Evitan deportación de madre hispana

Una ecuatoriana se vio beneficiada ayer por la medida discrecional del gobierno.

Evitan deportación de madre hispana
Sara Martínez, en el centro, flanqueada por la congresista Nydia Velázquez y Chung Wha Hong, de la Coalición de Inmigración de Nueva York.
Foto: JUAN MATOSSIAN / EDLP

Nueva York – Una ecuatoriana que iba a ser deportada se vio beneficiada ayer por la medida discrecional del gobierno y podrá quedarse junto con su hija de seis años, quien nació en Estados Unidos.

De acuerdo a dicha medida, anunciada el año pasado por el presidente Barack Obama, la Oficina de Inmigración y Aduanas (ICE) debía de parar el proceso de deportación de casos no considerados como prioritarios – inmigrantes con lazos familiares estrechos o con historiales de contribución positiva a la comunidad estadounidense, víctimas de crímenes o abusos y, en general, aquellos que no suponían una amenaza para el bienestar general, debían merecer una segunda oportunidad.

Este era el caso de Sara Martínez, una ecuatoriana de 47 años que fue detenida por la policía aduanera cuando se disponía a tomar un autobús en Rochester, Nueva York, en enero de 2011.

Martínez no tenía la documentación en regla, pero había entrado legalmente al país, tenía trabajo fijo como empleada doméstica, una hija de seis años -ciudadana estadounidense- y un largo historial de voluntariado en Brooklyn ayudando a sobrevivientes de violencia doméstica y familias inmigrantes.

“Sólo vine a este país para dar una mejor vida a mi hija de la que yo he tenido”, dijo Martínez. “Fui abandonada por mi madre biológica cuando tenía tres años, sufrí abusos sexuales en mi infancia y abusos físicos y emocionales durante mis 20 años de matrimonio”, agregó.
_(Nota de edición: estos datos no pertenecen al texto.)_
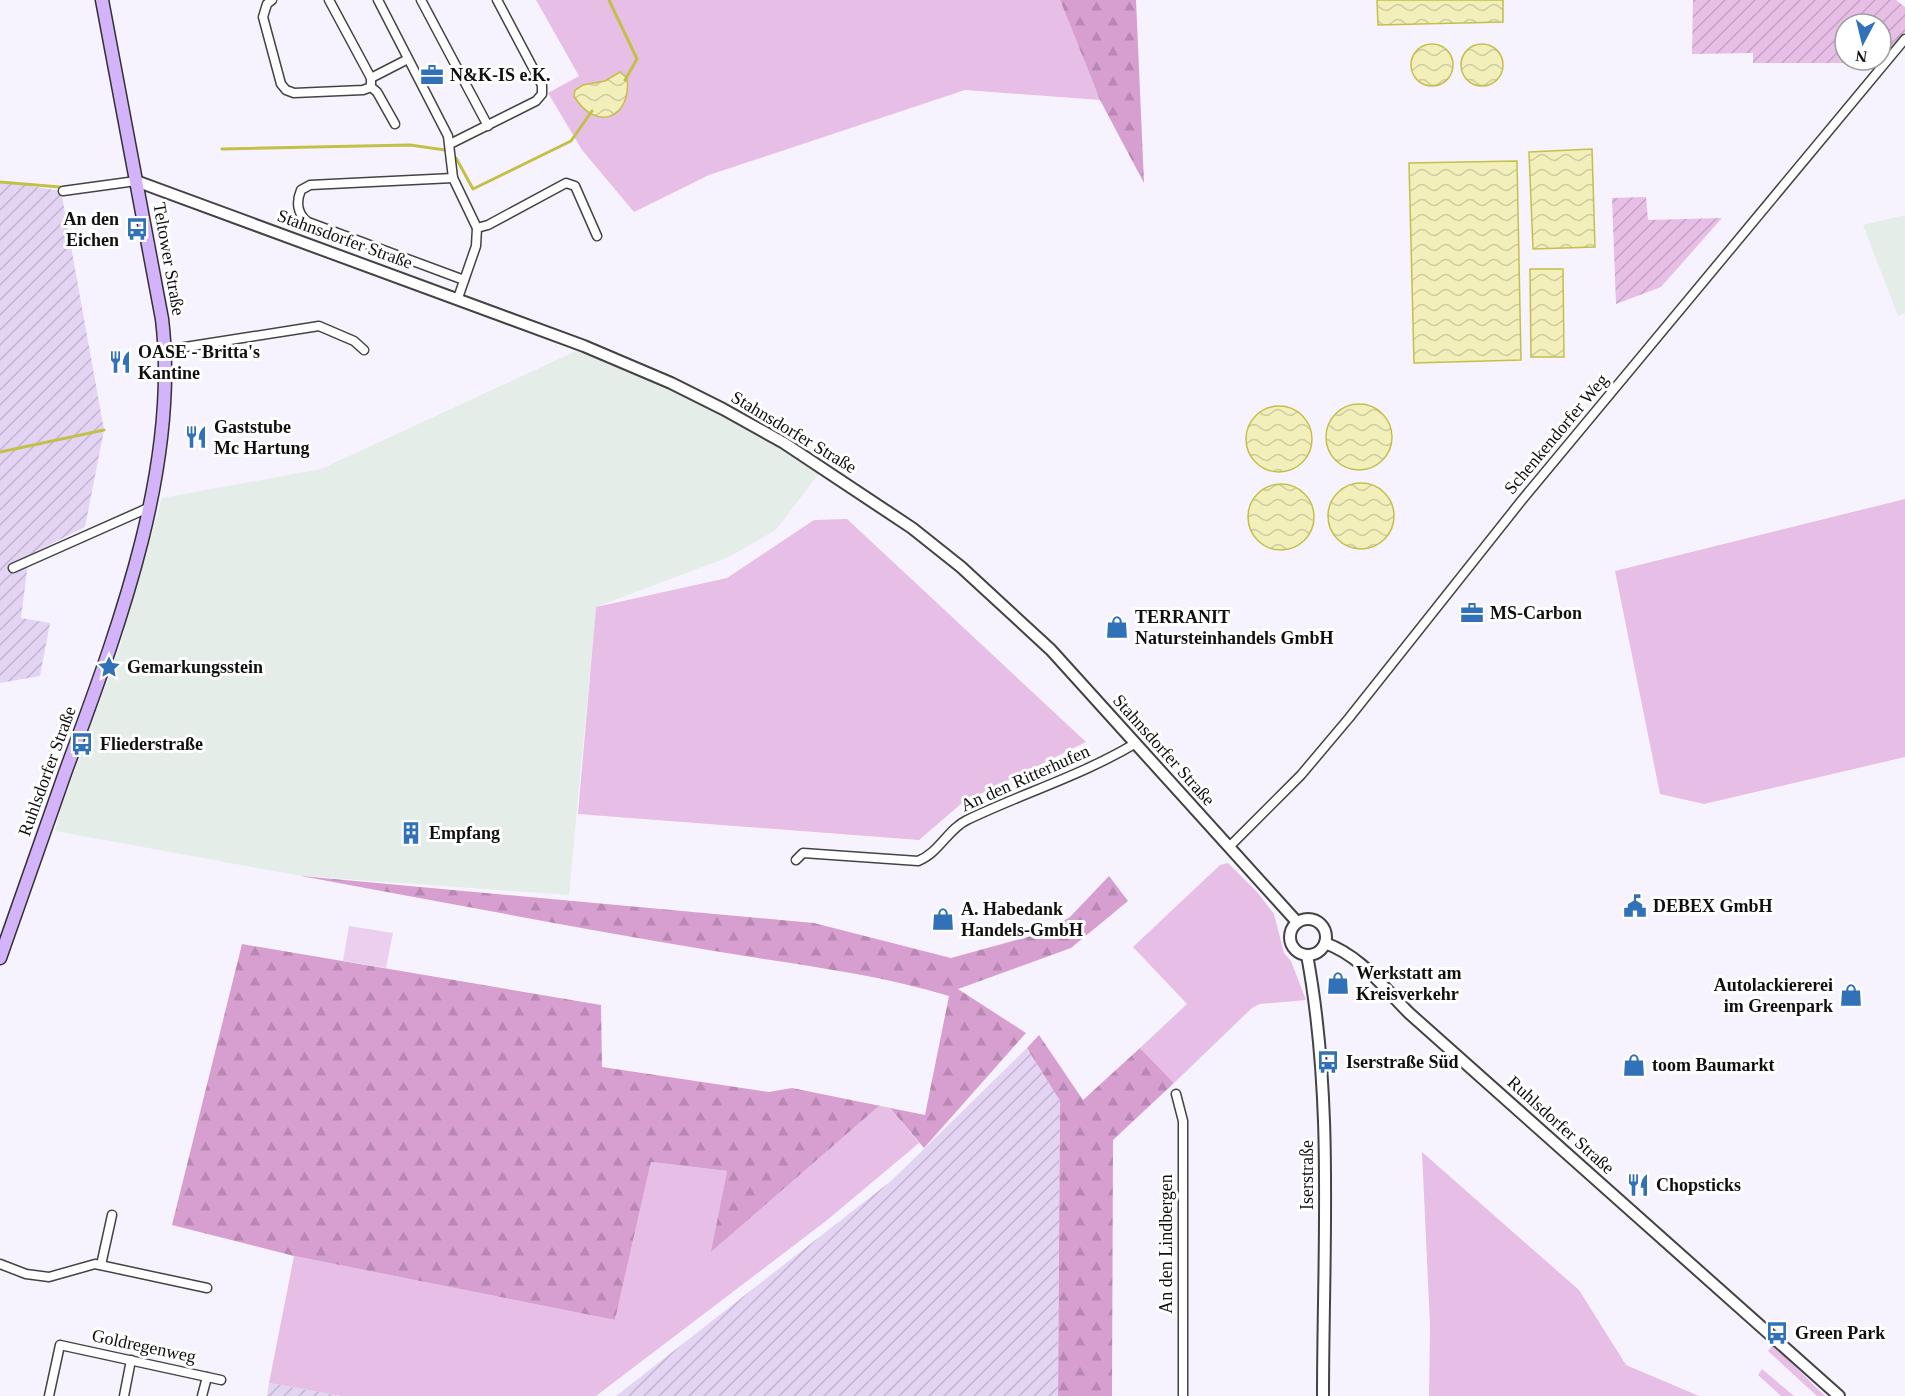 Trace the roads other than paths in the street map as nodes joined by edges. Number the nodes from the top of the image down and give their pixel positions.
1 (102, 0) edge
2 (272, 0) edge
3 (329, 0) edge
4 (378, 0) edge
5 (421, 0) edge
6 (497, 0) edge
7 (1905, 39) edge
8 (408, 59) junction
9 (371, 82) junction
10 (395, 124) dead end
11 (488, 126) junction
12 (450, 144) junction
13 (453, 178) junction
14 (136, 180) junction
15 (63, 191) dead end
16 (477, 228) junction
17 (597, 236) dead end
18 (464, 280) junction
19 (458, 298) junction
20 (166, 350) junction
21 (364, 350) dead end
22 (148, 508) junction
23 (13, 568) dead end
24 (105, 664) joint
25 (1136, 743) junction
26 (1229, 847) junction
27 (796, 860) dead end
28 (1297, 922) junction
29 (1325, 943) junction
30 (1307, 955) junction
31 (0, 958) edge
32 (1176, 1094) dead end
33 (111, 1215) dead end
34 (0, 1264) edge
35 (101, 1265) junction
36 (207, 1288) dead end
37 (131, 1360) junction
38 (207, 1377) junction
39 (221, 1380) dead end
40 (49, 1396) edge
41 (124, 1396) edge
42 (202, 1396) edge
43 (1183, 1396) edge
44 (1323, 1396) edge
45 (1839, 1396) edge

1 - 14 main road, Teltower Straße
2 - 9 street
3 - 9 street
4 - 8 street
5 - 11 street
6 - 11 street
7 - 26 street, Schenkendorfer Weg
8 - 9 street
8 - 12 street
9 - 10 street
11 - 12 street
12 - 13 street
13 - 16 street
13 - 18 street
14 - 15 street
14 - 19 street, Stahnsdorfer Straße
14 - 20 main road, Teltower Straße
16 - 17 street
16 - 18 street
18 - 19 street
19 - 25 street, Stahnsdorfer Straße
20 - 21 street
20 - 22 main road, Teltower Straße
22 - 23 street
22 - 24 main road, Teltower Straße
24 - 31 main road, Ruhlsdorfer Straße
25 - 26 street, Stahnsdorfer Straße
25 - 27 street, An den Ritterhufen
26 - 28 street, Stahnsdorfer Straße
28 - 29 street
28 - 30 street
29 - 30 street
29 - 45 street, Ruhlsdorfer Straße
30 - 44 street, Iserstraße
32 - 43 street, An den Lindbergen
33 - 35 street
34 - 35 street
35 - 36 street
37 - 38 street, Goldregenweg
37 - 40 street, Goldregenweg
37 - 41 street
38 - 39 street, Goldregenweg
38 - 42 street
Su detención afectó profundamente a su hija, que perdió mucho peso y sigue en terapia por el trauma.

Martínez fue puesta inmediatamente en proceso de deportación. La Coalición de Inmigración de Nueva York, una vez se instauró la medida discrecional de Obama, apeló su caso, ya que “reunía todos los requisitos de la nueva política”, de acuerdo a Chung-Wha Hong, presidenta de la organización.
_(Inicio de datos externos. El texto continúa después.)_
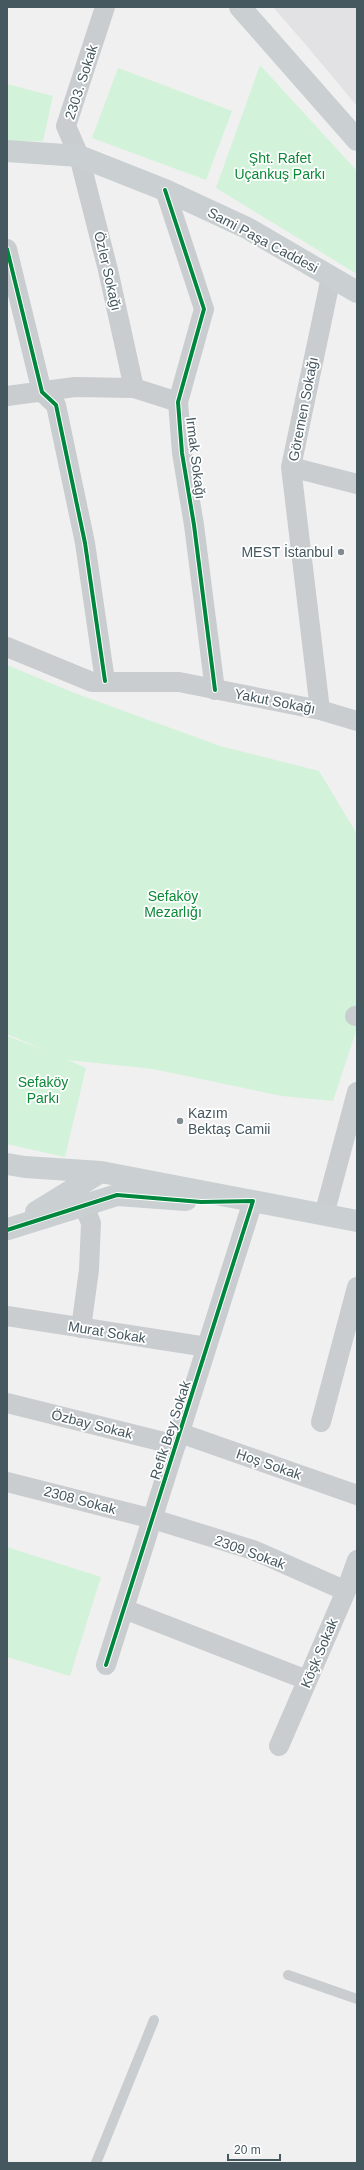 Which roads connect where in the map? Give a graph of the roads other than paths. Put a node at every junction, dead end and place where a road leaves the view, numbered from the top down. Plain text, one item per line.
1 (105, 7) edge
2 (240, 7) edge
3 (357, 140) edge
4 (7, 150) edge
5 (79, 156) junction
6 (165, 190) junction
7 (7, 249) edge
8 (331, 277) junction
9 (357, 292) edge
10 (134, 388) junction
11 (42, 392) junction
12 (7, 396) edge
13 (178, 402) junction
14 (291, 467) junction
15 (357, 484) edge
16 (7, 647) edge
17 (105, 681) junction
18 (215, 690) junction
19 (320, 710) junction
20 (357, 721) edge
21 (357, 1092) edge
22 (7, 1164) edge
23 (101, 1172) junction
24 (253, 1201) junction
25 (84, 1206) junction
26 (324, 1215) junction
27 (357, 1221) edge
28 (8, 1230) edge
29 (357, 1287) edge
30 (7, 1316) edge
31 (81, 1328) junction
32 (207, 1347) junction
33 (7, 1403) edge
34 (320, 1422) dead end
35 (178, 1439) junction
36 (7, 1482) edge
37 (357, 1495) edge
38 (152, 1519) junction
39 (357, 1560) edge
40 (348, 1599) edge
41 (124, 1609) junction
42 (106, 1665) dead end
43 (308, 1680) junction
44 (279, 1746) dead end
45 (288, 1975) dead end
46 (357, 1999) edge
47 (154, 2020) dead end
48 (96, 2163) edge

1 - 5 street, 2303. Sokak
2 - 3 street
4 - 5 street, Sami Paşa Caddesi
5 - 6 street, Sami Paşa Caddesi
5 - 10 street, Özler Sokağı
6 - 8 street, Sami Paşa Caddesi
6 - 13 street, Irmak Sokağı
7 - 11 street
8 - 9 street, Sami Paşa Caddesi
8 - 14 street, Göremen Sokağı
10 - 11 street
10 - 13 street
11 - 12 street
11 - 17 street
13 - 18 street, Irmak Sokağı
14 - 15 street
14 - 19 street, Göremen Sokağı
16 - 17 street, Yakut Sokağı
17 - 18 street, Yakut Sokağı
18 - 19 street, Yakut Sokağı
19 - 20 street, Yakut Sokağı
21 - 26 street
22 - 23 street
23 - 24 street
23 - 28 street
24 - 25 street
24 - 26 street
24 - 32 street, Refik Bey Sokak
25 - 28 street
25 - 31 street
26 - 27 street
29 - 34 street
30 - 31 street, Murat Sokak
31 - 32 street, Murat Sokak
32 - 35 street, Refik Bey Sokak
33 - 35 street, Özbay Sokak
35 - 37 street, Hoş Sokak
35 - 38 street, Refik Bey Sokak
36 - 38 street, 2308 Sokak
38 - 40 street, 2309 Sokak
38 - 41 street, Refik Bey Sokak
39 - 40 street, Köşk Sokak
40 - 43 street, Köşk Sokak
41 - 42 street, Refik Bey Sokak
41 - 43 street
43 - 44 street, Köşk Sokak
45 - 46 lane
47 - 48 lane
Las apelaciones de Martínez fueron denegadas hasta en dos ocasiones, sin darle mayores explicaciones. Cuando todas las opciones se agotaban, el miércoles pasado la congresista Nydia Velázquez intercedió en el caso de Martínez comunicándose personalmente con el director de la ICE, John Morton, para pedir su indulto.

“La medida discrecional estaba diseñada expresamente para casos como éste en el que una deportación puede destruir una familia y no contribuye en nada en hacer nuestras comunidades más seguras”, dijo la congresista. El viernes, sólo dos días después, Martínez recibió la llamada que le confirmaba que podía seguir viviendo en EEUU.

“Todavía no me creo que me voy a poder quedar con mi hija y que ella va a poder crecer a mi lado en su país, recibiendo la educación que merece”, declaró ayer una emocionada Martínez, sin poder contener las lágrimas.

La Coalición de Inmigración lamentó, sin embargo, que haya tenido que interceder una congresista para detener la deportación de Martínez, y pide a ICE que cumpla con la nueva normativa. Por ello, ha puesto en marcha un programa de monitoreo para comprobar cómo afecta realmente la medida discrecional a los inmigrantes en proceso de deportación en todo el estado de Nueva York. Los resultados se darán a conocer este otoño.

En todo el estado, de los 20,000 casos a evaluar, sólo 207, el 1%, han sido cerrados de momento, lo que la Coalición de Inmigración de Nueva York considera “más que insuficiente”.

A partir de hoy se espera que este número por fin pueda aumentar, ya que se cerrarán hasta el próximo día 18 de mayo todas las oficinas de la ICE que llevan casos de deportación en Nueva York hasta que se haga una intensa revisión de todos ellos, algo que se ha hecho ya en otras ciudades como Seattle, Denver, Baltimore y Orlando.